Here are some headlines:
Man Hit By Utility Trailer:
CHP: Loose Trailer Caused Fatal Crash In Baldwin Park:
Driver facing homicide charge:
Manatee school bus crashes with loose trailer, nobody hurt:
A trailer broke away from the truck pulling it, rammed into a power pole:
Driver killed by unhitched utility trailer
Do I need more evidence...
see for yourself at www.dangeroustrailers.org
Posted by: Ron Melancon | February 13, 2008 1:45 PM
Interested parties need to contact their state representatives to push Federal DOT Officials to actually enforce their regulations. FMCSA states that companies that operate a vehicle that has a GVWR or Combined GVWR of over 100,001 lbs be DOT Compliant.
Most companies that operate pickups and trailers are using 3/4 and 1 ton trucks. These trucks have high eanough GVWR's that even a 2000 lb trailer will put them over the limit.
With being DOT Compliant, these companies will be required to train and document the operator of that vehicle and ensure that that operator can safely operate that vehicle as it is designed (w/ a trailer).

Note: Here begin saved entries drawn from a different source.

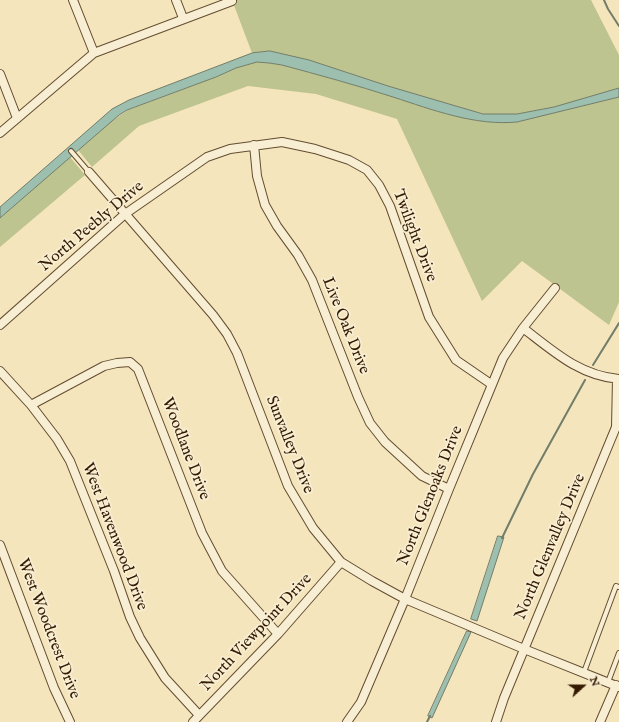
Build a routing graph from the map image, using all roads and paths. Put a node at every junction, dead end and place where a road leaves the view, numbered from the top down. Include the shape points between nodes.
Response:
1 (73, 0) edge
2 (176, 0) edge
3 (232, 1) edge
4 (184, 18) junction
5 (94, 53) junction
6 (0, 74) edge
7 (17, 118) junction
8 (0, 133) edge
9 (254, 145) junction
10 (72, 151) dead end
11 (89, 172) joint
12 (125, 214) junction
13 (555, 288) dead end
14 (0, 325) edge
15 (523, 328) junction
16 (0, 371) edge
17 (618, 379) edge
18 (491, 384) junction
19 (31, 406) junction
20 (448, 489) junction
21 (0, 545) edge
22 (341, 562) junction
23 (619, 587) edge
24 (406, 599) junction
25 (278, 634) junction
26 (524, 649) junction
27 (619, 653) edge
28 (584, 672) junction
29 (614, 685) edge
30 (199, 715) junction
31 (70, 722) edge
32 (193, 722) edge
33 (346, 722) edge
34 (496, 722) edge
35 (600, 722) edge

1 - 5 street
2 - 4 street
3 - 4 street
4 - 5 street
5 - 7 street
6 - 7 street
7 - 8 street
9 - 12 street, North Peebly Drive via 230,149 207,158
9 - 18 street, Twilight Drive via 282,142 314,149 349,160 367,170 379,185 390,206 429,318 456,360
9 - 20 street, Live Oak Drive via 257,176 265,205 312,280 370,423 385,442 422,476
10 - 11 lane
11 - 12 street, Sunvalley Drive
12 - 14 street, North Peebly Drive
12 - 22 street, Sunvalley Drive via 227,334 288,486 313,528
13 - 15 street, North Glenoaks Drive
15 - 17 street via 570,364 592,373
15 - 18 street, North Glenoaks Drive via 503,358
16 - 19 street, West Havenwood Drive
17 - 26 street, North Glenvalley Drive via 616,428
18 - 20 street, North Glenoaks Drive
19 - 25 street, Woodlane Drive via 104,366 130,362 138,369 208,546 222,571
19 - 30 street, West Havenwood Drive via 57,439 70,461 140,638 165,678
20 - 24 street, North Glenoaks Drive
21 - 31 street, West Woodcrest Drive via 54,688
22 - 24 street, Sunvalley Drive
22 - 25 street, North Viewpoint Drive
23 - 28 lane via 616,586
24 - 26 street, Sunvalley Drive
24 - 33 street, North Glenoaks Drive via 361,702
25 - 30 street, North Viewpoint Drive
26 - 28 street, Sunvalley Drive
26 - 34 street, North Glenvalley Drive
27 - 29 lane
28 - 29 street, Sunvalley Drive
29 - 35 street
30 - 32 street, North Viewpoint Drive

DOT also has very specific guidelines as to how that vehicle and trailer is to be maintained and fashioned (light, markers, brakes, etc.). These vehicles and trailers are also required to be inspected by only qualified individuals, helping to ensue that both truck and trailer are safe to be on the road.
Enforcement is the key in this endeavour.
I have never seen, nor can find, any information seperating out the percentage of accidents caused by company owned vehicles, but if it is close to the percentage I have figured for my local area, we have a serious problem posed to the public.